As the answer, give a copy of each line below that includes the word "meet".
*** Opening Entries shown ***
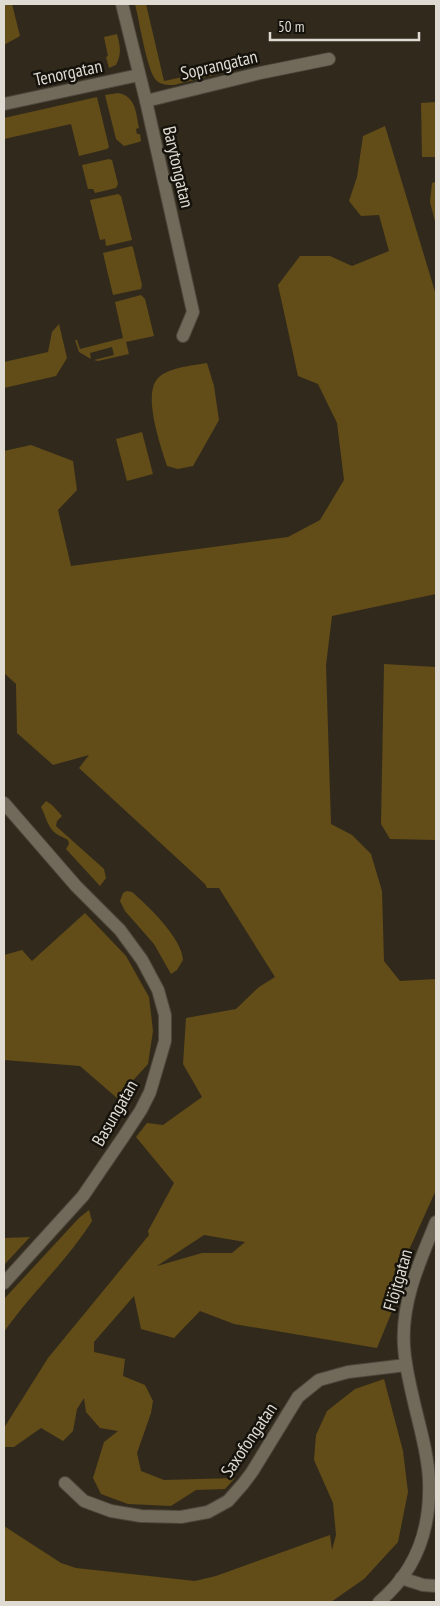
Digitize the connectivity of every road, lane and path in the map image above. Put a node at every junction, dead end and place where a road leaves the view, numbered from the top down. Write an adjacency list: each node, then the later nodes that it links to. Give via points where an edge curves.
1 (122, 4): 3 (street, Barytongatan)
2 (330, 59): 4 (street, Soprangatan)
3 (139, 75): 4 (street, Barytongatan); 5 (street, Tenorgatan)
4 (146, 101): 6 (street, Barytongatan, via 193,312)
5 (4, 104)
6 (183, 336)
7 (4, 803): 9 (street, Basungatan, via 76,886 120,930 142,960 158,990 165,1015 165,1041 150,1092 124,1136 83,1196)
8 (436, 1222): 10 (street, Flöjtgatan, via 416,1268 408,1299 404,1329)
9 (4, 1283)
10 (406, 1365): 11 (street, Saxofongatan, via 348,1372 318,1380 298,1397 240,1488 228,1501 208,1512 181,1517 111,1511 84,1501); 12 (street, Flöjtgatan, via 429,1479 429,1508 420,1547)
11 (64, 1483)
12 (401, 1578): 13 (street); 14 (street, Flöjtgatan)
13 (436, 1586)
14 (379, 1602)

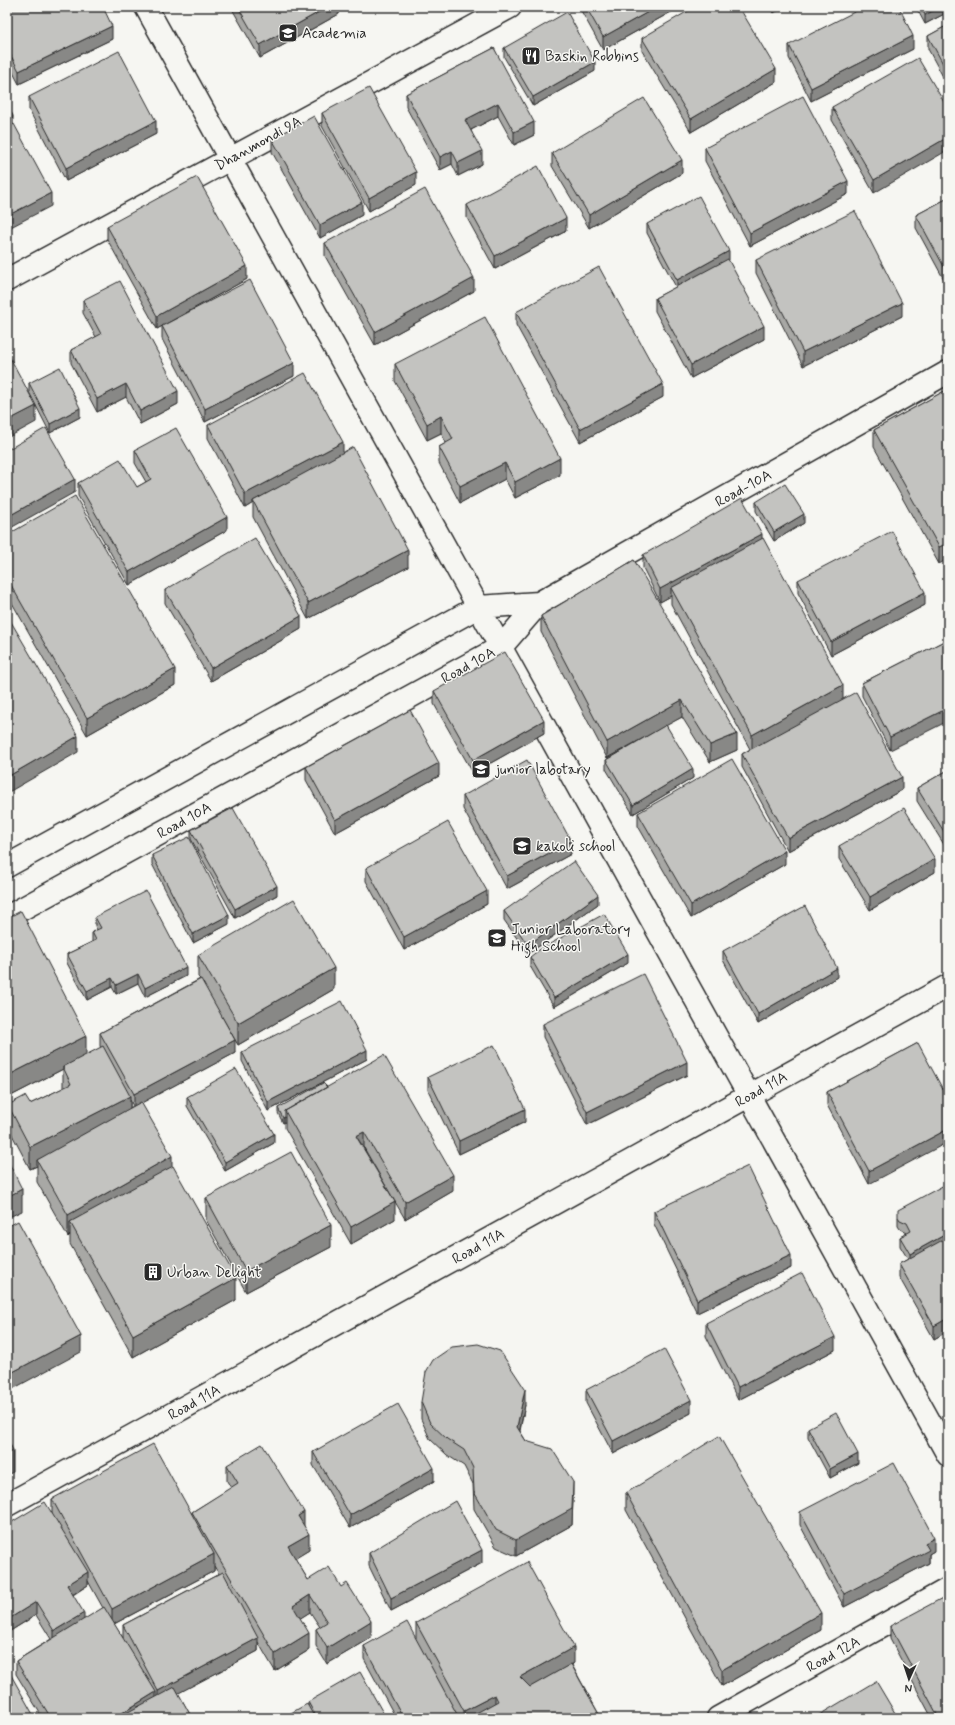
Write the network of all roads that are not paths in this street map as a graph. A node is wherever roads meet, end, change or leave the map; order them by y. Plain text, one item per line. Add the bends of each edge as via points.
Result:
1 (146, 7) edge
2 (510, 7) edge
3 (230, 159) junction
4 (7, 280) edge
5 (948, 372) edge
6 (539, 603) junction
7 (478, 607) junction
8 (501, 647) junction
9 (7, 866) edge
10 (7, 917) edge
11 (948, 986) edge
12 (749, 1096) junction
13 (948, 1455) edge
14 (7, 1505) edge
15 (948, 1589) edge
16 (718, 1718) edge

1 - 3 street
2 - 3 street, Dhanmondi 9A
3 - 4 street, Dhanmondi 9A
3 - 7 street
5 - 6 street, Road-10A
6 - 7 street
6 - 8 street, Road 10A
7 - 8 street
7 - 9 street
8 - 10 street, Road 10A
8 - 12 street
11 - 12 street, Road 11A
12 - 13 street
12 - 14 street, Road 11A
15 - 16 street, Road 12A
*** Closing Entries shown ***
*** Opening Entries shown ***
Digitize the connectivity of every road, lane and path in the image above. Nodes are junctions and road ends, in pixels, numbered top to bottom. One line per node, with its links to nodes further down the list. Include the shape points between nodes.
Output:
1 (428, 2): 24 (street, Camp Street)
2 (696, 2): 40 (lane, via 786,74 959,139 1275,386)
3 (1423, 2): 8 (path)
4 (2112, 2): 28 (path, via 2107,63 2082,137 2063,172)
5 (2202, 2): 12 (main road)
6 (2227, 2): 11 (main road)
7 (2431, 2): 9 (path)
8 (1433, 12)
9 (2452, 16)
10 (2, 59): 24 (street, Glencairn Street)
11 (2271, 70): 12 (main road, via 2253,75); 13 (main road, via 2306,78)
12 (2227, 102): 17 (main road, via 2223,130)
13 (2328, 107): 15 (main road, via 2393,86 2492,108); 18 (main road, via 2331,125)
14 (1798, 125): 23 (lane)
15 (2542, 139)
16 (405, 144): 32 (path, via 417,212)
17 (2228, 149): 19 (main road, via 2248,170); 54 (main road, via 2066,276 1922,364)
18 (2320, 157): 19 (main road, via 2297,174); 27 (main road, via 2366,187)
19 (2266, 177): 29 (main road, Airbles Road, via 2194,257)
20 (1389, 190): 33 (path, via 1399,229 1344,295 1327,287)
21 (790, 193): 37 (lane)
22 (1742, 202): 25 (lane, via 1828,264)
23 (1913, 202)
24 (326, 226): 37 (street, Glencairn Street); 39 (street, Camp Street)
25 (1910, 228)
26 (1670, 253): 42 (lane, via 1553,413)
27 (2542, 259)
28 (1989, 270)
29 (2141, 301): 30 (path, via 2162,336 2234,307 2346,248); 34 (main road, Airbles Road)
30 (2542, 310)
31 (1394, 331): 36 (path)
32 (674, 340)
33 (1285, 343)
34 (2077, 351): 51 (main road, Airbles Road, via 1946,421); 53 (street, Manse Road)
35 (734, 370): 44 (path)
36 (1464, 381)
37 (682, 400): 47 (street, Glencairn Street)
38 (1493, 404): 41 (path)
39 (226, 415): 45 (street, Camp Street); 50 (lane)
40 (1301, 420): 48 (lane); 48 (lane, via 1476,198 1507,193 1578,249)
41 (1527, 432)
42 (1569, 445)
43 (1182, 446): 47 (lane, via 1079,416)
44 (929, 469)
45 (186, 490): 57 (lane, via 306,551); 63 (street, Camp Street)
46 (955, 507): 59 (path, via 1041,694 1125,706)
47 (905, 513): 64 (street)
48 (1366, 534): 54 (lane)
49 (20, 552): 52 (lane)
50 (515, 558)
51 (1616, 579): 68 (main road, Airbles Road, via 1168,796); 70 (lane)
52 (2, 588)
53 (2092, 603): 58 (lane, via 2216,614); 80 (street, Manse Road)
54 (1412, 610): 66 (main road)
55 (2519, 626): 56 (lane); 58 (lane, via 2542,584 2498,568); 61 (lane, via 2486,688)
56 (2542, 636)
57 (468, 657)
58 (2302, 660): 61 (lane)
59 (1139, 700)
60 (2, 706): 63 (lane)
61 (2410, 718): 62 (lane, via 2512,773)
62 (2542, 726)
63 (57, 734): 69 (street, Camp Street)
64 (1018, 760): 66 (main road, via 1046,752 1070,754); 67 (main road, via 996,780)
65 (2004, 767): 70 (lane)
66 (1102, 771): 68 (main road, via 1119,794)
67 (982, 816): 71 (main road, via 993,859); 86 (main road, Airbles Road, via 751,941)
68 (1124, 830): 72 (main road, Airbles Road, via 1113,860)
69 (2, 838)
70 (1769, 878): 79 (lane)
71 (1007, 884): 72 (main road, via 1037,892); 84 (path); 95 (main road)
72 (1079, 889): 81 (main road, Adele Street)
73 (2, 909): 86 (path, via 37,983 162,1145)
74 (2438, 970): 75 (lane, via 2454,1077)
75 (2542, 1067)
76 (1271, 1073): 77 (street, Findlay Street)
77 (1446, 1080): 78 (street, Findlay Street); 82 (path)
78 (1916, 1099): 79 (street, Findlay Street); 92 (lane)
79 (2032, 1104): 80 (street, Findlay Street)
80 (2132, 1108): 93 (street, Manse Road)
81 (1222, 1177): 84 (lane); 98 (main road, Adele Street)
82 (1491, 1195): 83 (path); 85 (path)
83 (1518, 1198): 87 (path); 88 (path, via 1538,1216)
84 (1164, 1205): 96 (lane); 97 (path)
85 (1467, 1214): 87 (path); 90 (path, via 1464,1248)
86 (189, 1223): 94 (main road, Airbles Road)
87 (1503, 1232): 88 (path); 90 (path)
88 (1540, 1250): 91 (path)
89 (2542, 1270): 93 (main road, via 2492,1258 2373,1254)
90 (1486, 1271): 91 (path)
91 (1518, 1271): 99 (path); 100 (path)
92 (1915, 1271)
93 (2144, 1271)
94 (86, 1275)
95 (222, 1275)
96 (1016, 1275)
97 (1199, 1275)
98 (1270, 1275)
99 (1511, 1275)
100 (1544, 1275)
*** Closing Entries shown ***
*** Opening Entries shown ***
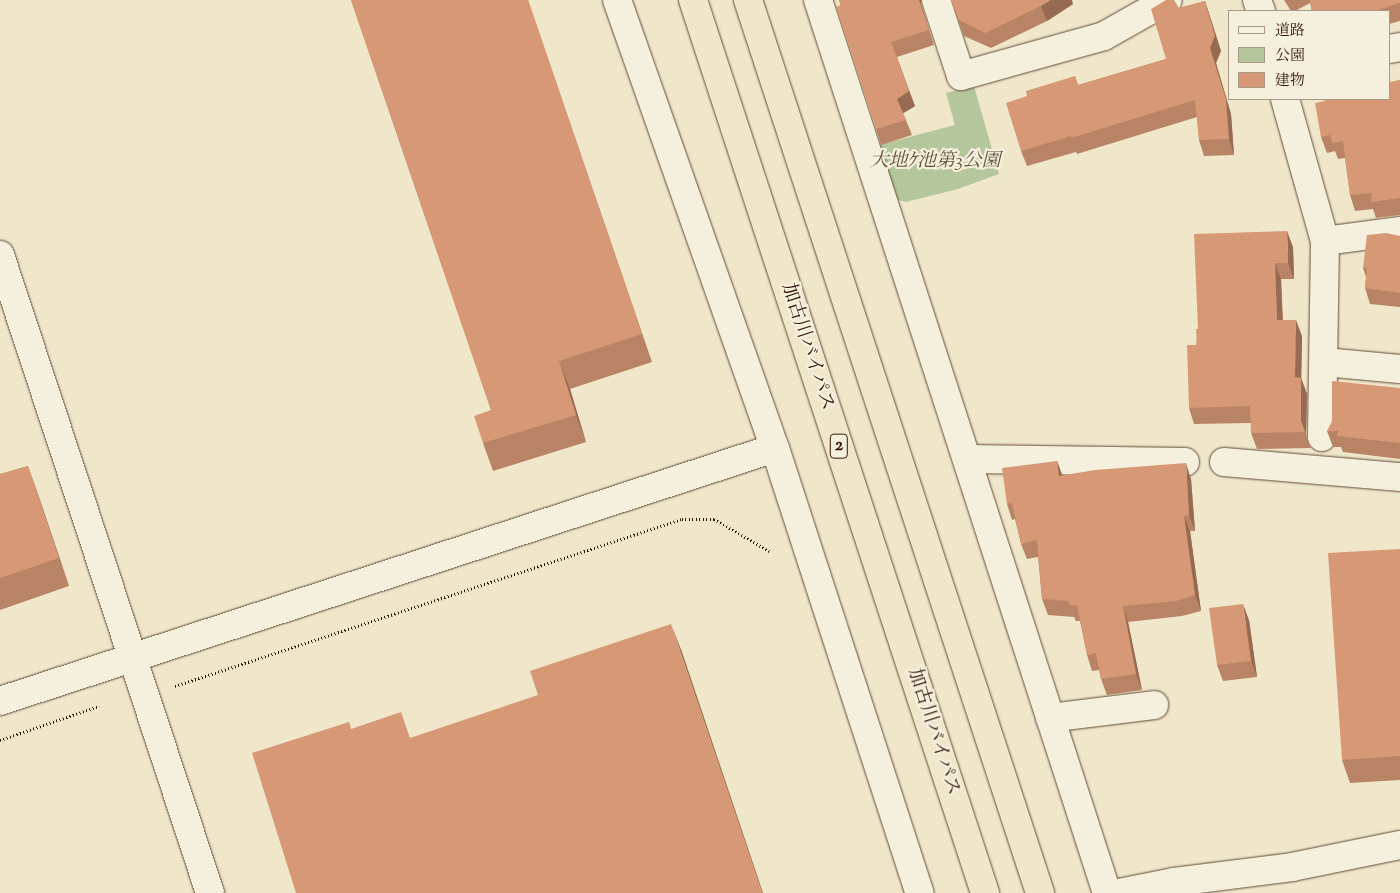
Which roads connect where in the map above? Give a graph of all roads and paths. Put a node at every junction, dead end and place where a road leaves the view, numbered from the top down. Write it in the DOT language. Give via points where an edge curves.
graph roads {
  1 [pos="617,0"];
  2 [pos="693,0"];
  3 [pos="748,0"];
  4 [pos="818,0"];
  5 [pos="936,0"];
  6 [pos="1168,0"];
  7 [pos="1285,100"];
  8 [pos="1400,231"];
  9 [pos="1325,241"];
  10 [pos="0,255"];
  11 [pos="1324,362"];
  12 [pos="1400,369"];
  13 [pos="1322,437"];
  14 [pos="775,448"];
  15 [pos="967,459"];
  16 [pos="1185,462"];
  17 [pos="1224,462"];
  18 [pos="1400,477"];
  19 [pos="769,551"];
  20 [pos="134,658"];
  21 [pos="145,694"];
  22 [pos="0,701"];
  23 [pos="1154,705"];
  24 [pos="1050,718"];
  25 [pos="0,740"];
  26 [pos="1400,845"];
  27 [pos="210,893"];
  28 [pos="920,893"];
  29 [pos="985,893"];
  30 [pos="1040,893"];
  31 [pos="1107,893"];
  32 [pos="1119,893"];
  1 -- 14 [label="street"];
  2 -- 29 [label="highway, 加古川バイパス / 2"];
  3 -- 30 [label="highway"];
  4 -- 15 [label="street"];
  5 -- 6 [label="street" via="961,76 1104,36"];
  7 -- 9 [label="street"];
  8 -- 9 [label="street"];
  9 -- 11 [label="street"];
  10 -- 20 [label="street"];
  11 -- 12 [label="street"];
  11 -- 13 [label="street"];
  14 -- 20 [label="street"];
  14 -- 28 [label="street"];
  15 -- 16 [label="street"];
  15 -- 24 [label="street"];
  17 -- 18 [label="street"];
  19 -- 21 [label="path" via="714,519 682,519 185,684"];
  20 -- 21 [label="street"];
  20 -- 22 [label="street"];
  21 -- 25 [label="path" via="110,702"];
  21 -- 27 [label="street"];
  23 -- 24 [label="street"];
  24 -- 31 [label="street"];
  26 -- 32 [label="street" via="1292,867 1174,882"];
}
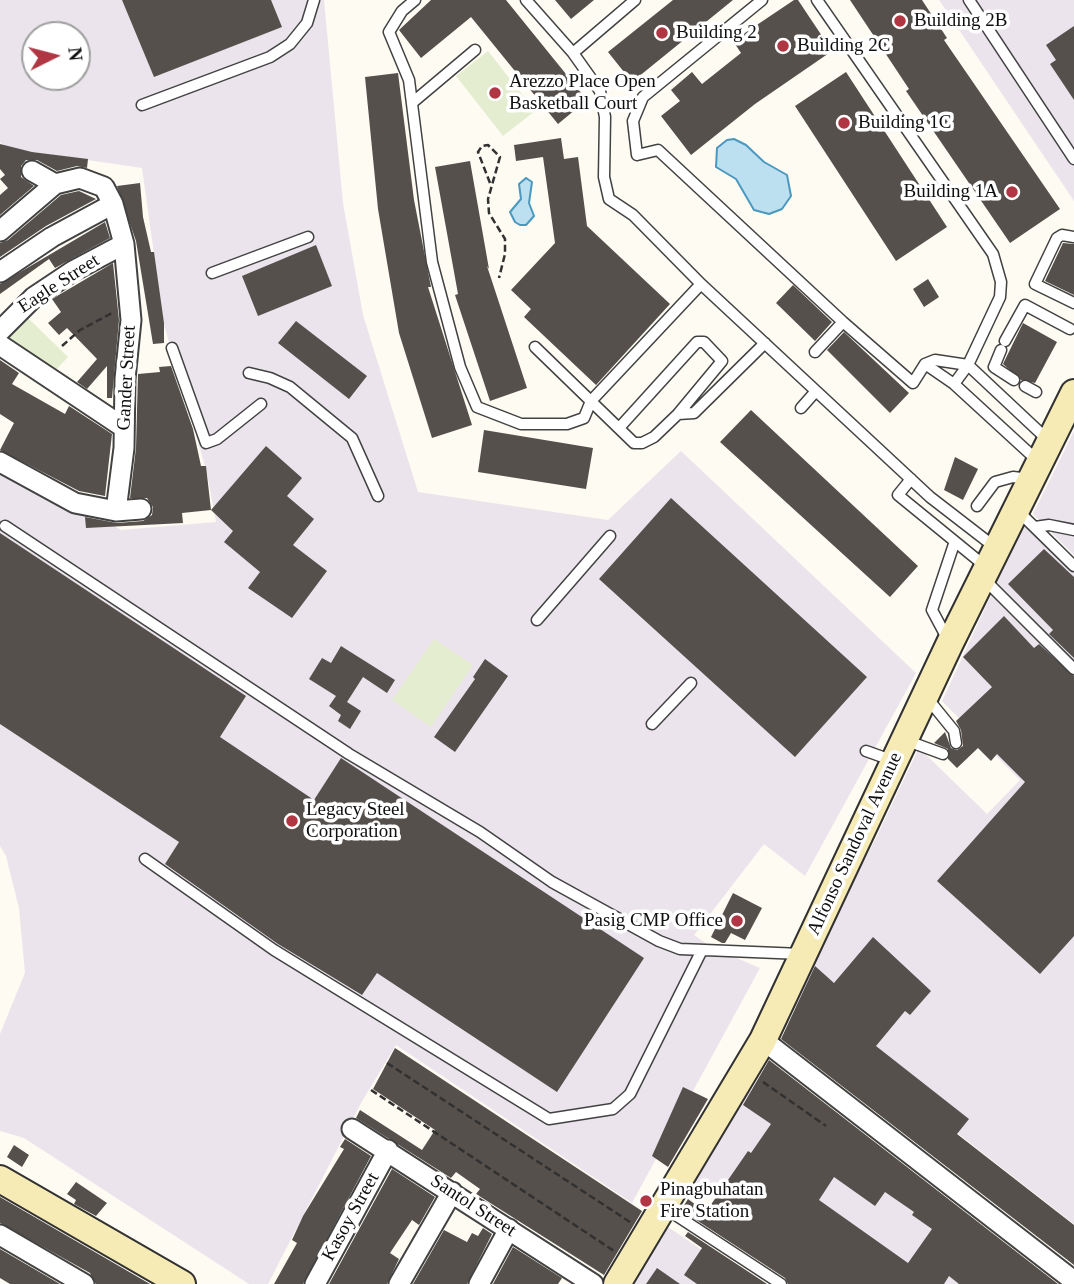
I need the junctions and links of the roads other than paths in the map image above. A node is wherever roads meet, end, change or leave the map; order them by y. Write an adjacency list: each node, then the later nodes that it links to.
*** Closing Entries shown ***
* Exercise solution *
Write the network of all roads that are not paths in this street map as a graph. A node is wherever roads meet, end, change or leave the map; order them by y. Plain text, one item per line. Add the bends of each edge as via points.
I need the junctions and links of the roads other than paths in the map image above. A node is wherever roads meet, end, change or leave the map; order them by y. Write an adjacency list: each node, then the later nodes that it links to.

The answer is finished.